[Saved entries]
Start of Block

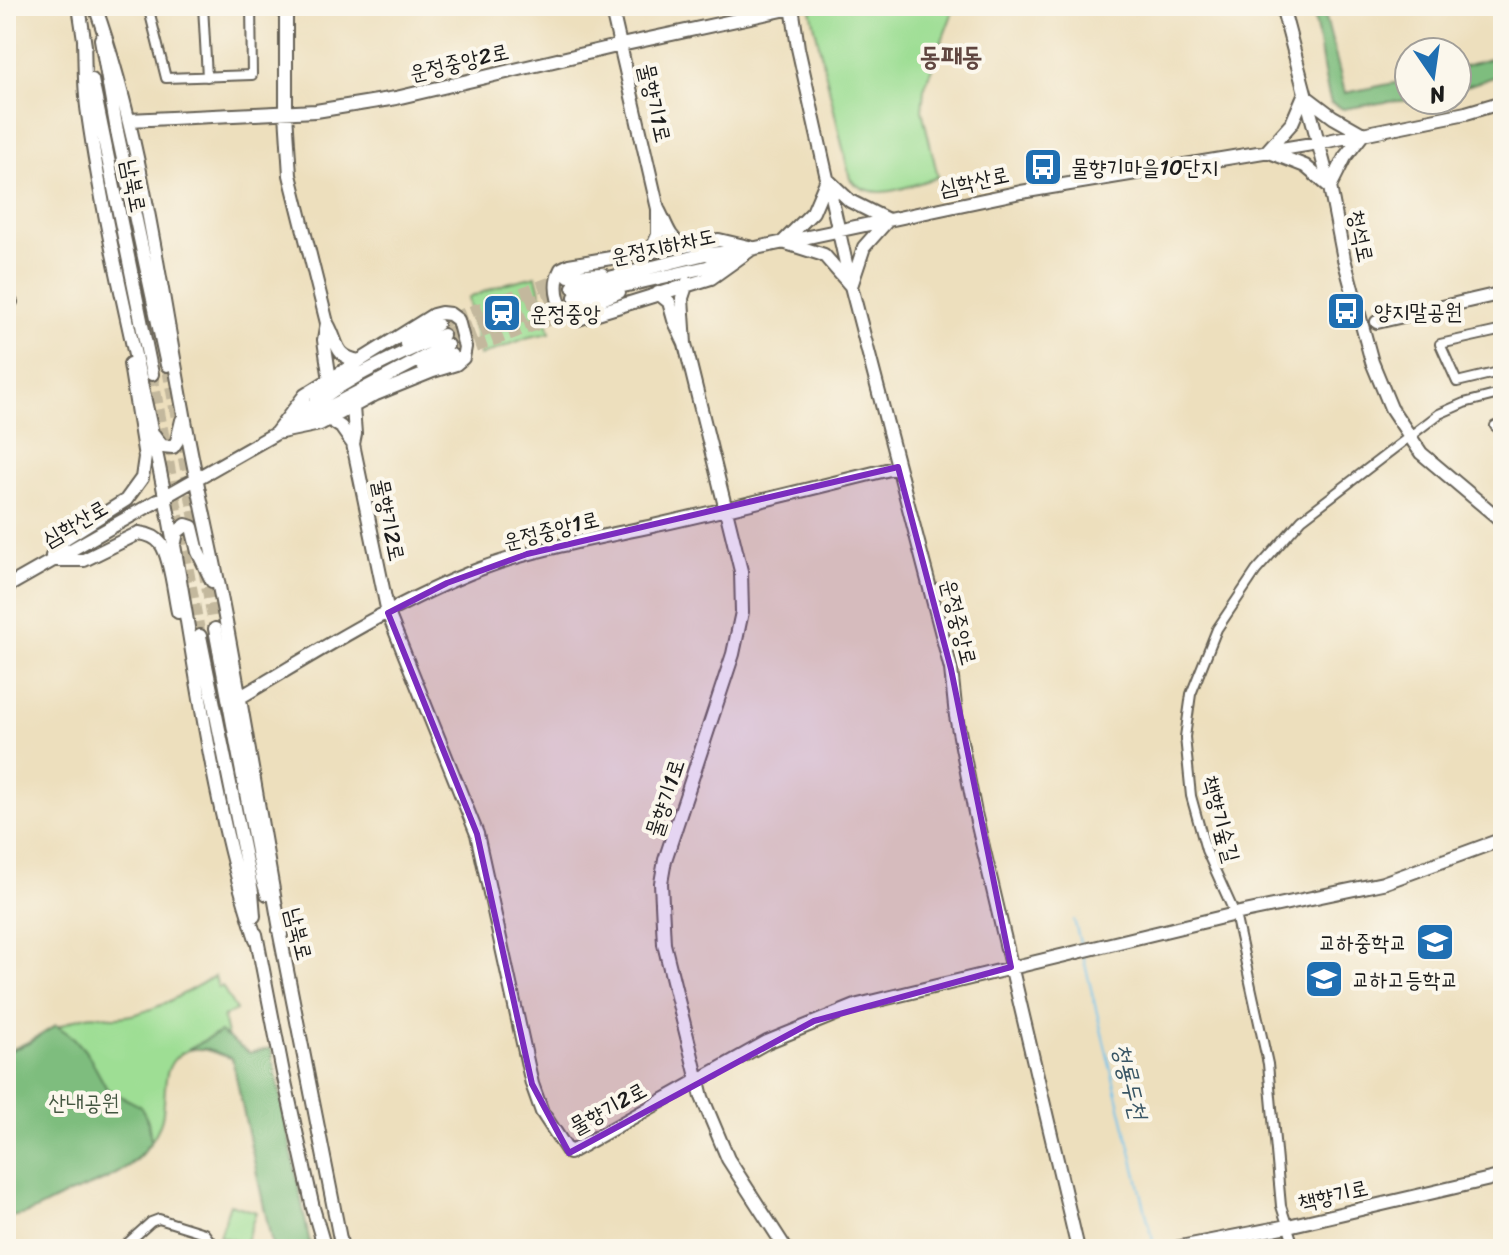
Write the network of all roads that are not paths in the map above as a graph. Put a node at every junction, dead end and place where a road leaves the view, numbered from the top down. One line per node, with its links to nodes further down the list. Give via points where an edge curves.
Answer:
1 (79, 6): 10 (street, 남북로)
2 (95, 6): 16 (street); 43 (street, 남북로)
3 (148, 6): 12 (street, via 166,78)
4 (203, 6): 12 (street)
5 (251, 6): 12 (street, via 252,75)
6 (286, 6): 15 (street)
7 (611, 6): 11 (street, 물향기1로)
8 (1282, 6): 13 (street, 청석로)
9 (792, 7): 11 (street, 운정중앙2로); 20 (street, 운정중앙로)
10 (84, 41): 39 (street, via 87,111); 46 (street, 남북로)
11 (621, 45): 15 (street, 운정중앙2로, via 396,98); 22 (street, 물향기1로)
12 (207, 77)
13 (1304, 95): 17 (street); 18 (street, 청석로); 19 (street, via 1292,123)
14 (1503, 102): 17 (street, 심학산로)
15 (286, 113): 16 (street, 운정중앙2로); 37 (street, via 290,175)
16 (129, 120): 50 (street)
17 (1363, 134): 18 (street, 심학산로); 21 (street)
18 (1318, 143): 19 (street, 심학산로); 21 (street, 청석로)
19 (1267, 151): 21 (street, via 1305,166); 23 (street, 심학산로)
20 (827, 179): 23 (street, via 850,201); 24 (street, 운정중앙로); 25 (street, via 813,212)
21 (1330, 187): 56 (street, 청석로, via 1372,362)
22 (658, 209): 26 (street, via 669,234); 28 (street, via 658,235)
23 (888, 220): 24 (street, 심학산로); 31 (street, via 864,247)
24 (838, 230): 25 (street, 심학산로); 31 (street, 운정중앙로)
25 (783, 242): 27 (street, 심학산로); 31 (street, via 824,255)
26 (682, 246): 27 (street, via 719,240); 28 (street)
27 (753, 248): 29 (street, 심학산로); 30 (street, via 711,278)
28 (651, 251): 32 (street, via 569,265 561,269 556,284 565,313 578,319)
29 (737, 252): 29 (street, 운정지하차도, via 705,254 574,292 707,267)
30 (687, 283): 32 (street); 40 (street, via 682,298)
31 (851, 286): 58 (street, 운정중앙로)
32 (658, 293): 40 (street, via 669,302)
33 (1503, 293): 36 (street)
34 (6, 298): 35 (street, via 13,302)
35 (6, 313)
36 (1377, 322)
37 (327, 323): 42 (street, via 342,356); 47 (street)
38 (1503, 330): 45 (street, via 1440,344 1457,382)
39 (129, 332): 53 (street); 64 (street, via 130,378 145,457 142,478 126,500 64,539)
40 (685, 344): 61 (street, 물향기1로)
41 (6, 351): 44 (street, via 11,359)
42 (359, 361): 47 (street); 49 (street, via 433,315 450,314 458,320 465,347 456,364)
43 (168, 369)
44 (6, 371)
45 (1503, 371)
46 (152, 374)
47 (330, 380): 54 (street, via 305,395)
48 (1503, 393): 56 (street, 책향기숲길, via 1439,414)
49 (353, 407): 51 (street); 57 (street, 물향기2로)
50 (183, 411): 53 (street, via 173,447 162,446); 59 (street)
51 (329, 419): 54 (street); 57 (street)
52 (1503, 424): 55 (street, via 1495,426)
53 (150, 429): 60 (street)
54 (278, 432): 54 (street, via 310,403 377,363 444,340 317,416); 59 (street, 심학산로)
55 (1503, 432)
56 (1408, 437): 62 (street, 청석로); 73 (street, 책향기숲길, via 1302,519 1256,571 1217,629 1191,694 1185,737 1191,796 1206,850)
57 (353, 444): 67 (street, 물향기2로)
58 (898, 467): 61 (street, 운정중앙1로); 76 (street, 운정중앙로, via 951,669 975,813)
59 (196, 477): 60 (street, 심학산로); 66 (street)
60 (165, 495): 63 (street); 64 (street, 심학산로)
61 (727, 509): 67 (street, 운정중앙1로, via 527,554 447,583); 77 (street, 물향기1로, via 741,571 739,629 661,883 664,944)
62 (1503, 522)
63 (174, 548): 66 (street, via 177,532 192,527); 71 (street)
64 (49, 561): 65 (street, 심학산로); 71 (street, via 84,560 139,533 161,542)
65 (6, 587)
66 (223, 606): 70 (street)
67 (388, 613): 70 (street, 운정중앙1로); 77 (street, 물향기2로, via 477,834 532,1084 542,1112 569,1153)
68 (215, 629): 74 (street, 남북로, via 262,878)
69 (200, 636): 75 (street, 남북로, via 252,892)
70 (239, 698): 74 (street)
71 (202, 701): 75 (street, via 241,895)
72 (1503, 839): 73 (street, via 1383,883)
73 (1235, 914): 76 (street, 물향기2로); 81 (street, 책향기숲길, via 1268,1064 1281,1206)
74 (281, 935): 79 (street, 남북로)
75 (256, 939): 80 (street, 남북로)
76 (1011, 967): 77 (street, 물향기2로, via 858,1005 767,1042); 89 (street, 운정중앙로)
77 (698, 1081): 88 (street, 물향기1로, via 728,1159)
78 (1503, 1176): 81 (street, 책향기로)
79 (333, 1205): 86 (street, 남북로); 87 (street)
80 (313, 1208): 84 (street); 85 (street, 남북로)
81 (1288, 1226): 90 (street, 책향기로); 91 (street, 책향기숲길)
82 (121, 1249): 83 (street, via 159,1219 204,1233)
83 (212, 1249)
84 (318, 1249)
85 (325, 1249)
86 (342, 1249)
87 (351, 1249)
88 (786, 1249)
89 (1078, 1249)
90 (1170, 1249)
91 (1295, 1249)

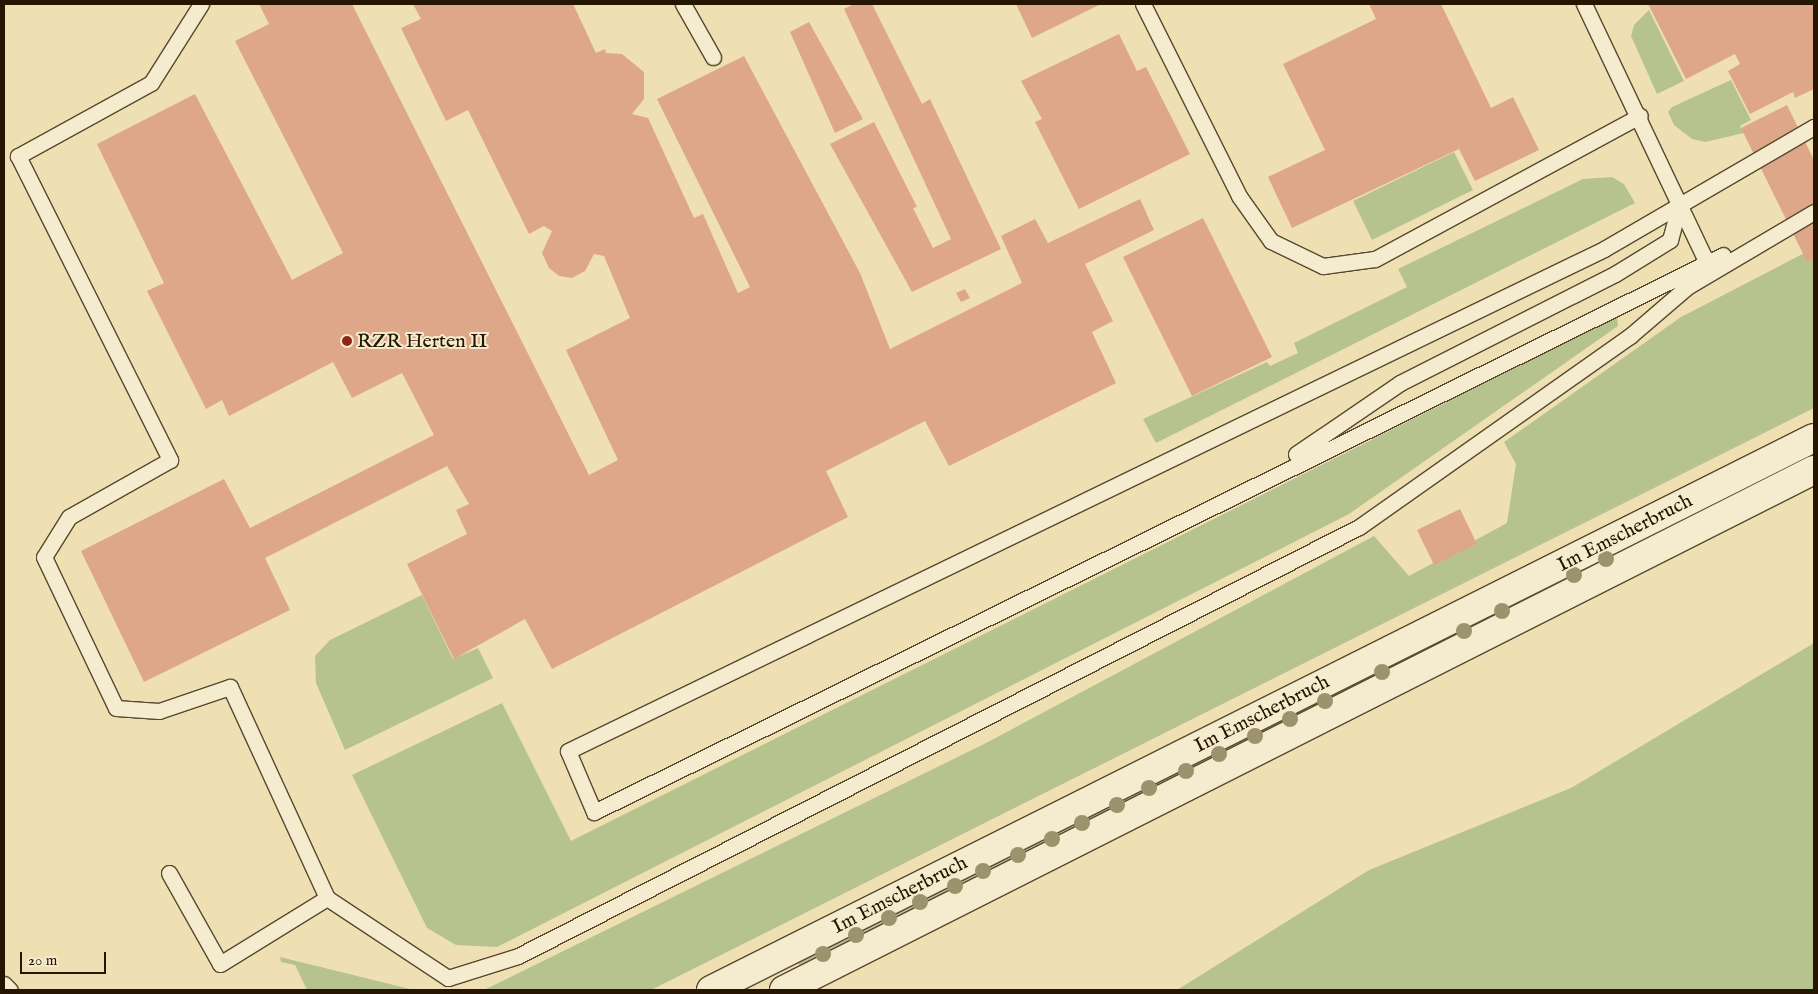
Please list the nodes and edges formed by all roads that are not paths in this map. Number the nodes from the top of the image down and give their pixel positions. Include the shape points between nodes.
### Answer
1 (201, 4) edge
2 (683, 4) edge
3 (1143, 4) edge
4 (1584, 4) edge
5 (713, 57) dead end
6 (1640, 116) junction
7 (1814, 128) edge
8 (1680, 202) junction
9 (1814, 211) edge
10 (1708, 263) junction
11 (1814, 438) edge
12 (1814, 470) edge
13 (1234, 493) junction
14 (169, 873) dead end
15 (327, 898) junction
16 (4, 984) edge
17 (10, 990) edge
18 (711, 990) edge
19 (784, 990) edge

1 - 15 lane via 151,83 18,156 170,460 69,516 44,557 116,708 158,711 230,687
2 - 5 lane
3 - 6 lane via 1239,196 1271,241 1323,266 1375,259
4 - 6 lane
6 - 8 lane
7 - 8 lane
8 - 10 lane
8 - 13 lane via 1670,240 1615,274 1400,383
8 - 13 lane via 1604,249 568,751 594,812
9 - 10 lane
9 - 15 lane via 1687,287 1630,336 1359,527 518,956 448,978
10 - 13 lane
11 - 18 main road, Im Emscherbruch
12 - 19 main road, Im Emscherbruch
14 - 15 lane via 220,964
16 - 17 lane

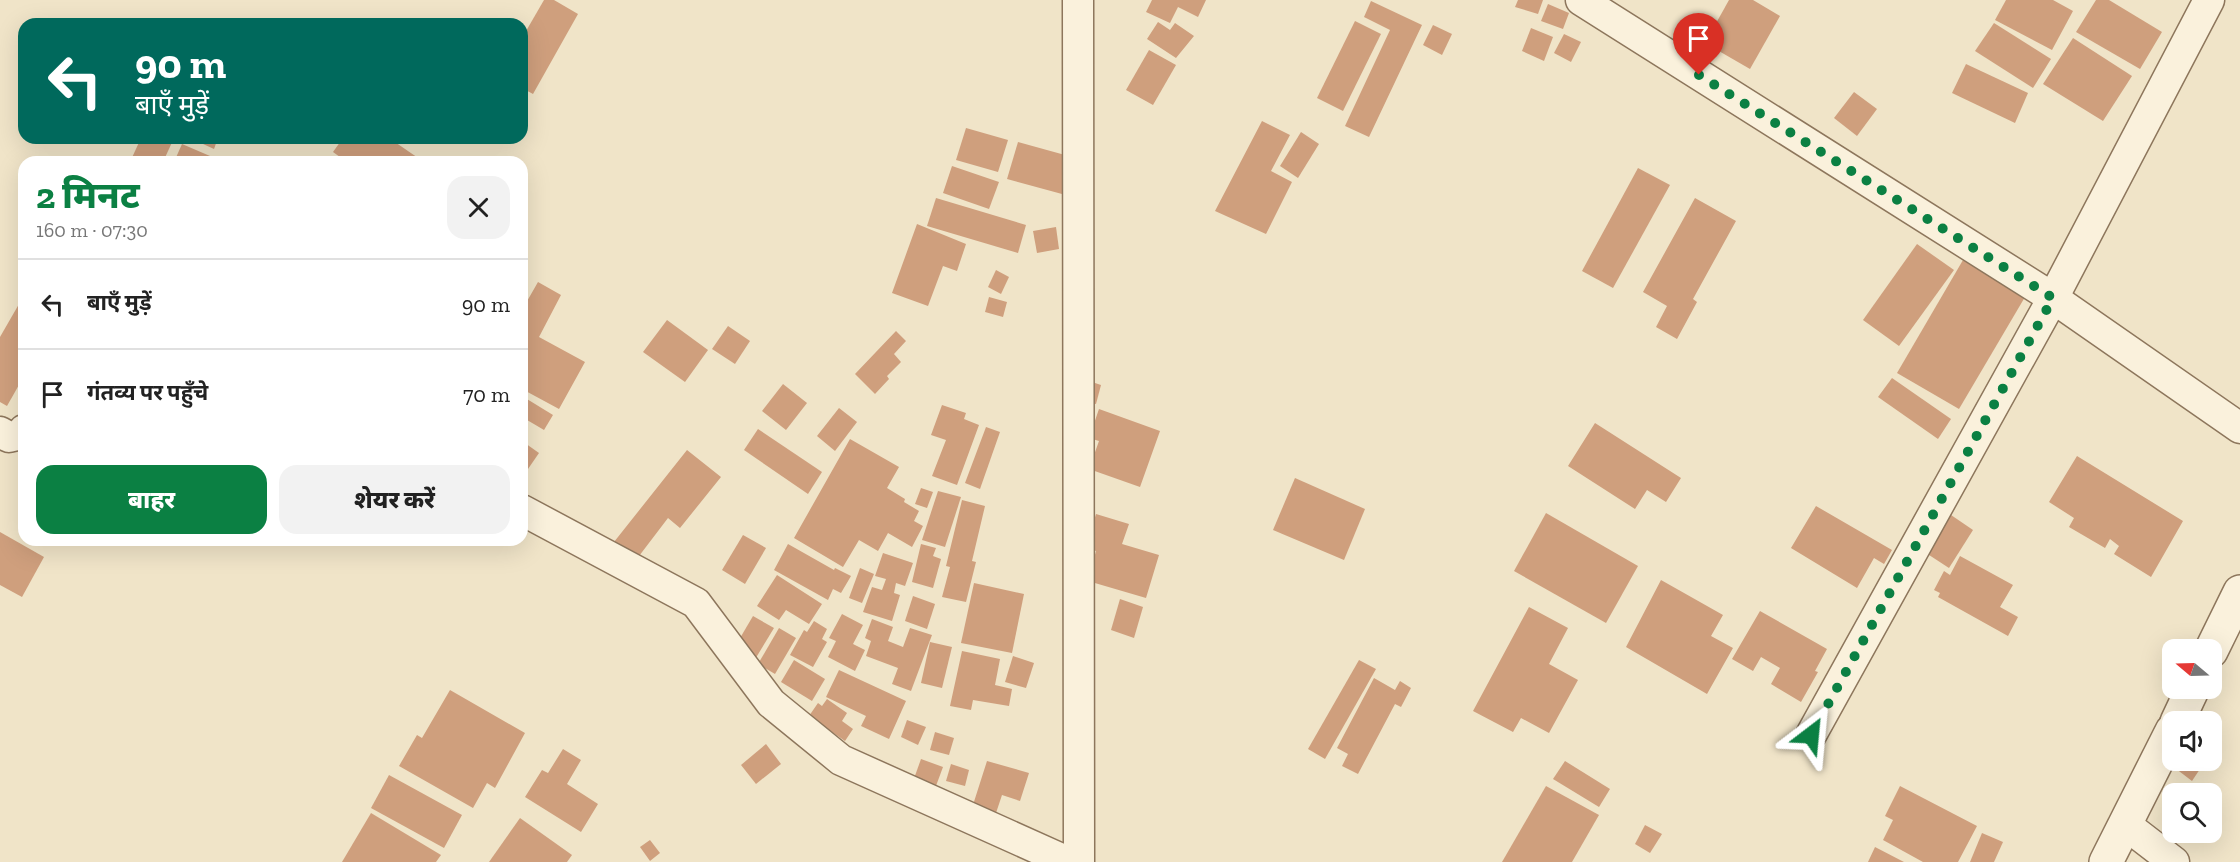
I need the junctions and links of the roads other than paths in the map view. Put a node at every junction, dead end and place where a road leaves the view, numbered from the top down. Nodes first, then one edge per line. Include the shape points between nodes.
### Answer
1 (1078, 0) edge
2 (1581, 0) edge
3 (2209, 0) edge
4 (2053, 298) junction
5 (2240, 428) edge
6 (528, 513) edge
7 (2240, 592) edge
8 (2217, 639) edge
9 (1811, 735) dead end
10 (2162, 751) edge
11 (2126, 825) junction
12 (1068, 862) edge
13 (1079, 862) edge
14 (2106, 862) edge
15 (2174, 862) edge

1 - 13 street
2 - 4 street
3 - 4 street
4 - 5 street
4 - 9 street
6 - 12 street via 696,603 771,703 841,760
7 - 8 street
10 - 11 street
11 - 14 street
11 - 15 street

End of Block

Within the records above, count each line holding "that". Write down only the number.

2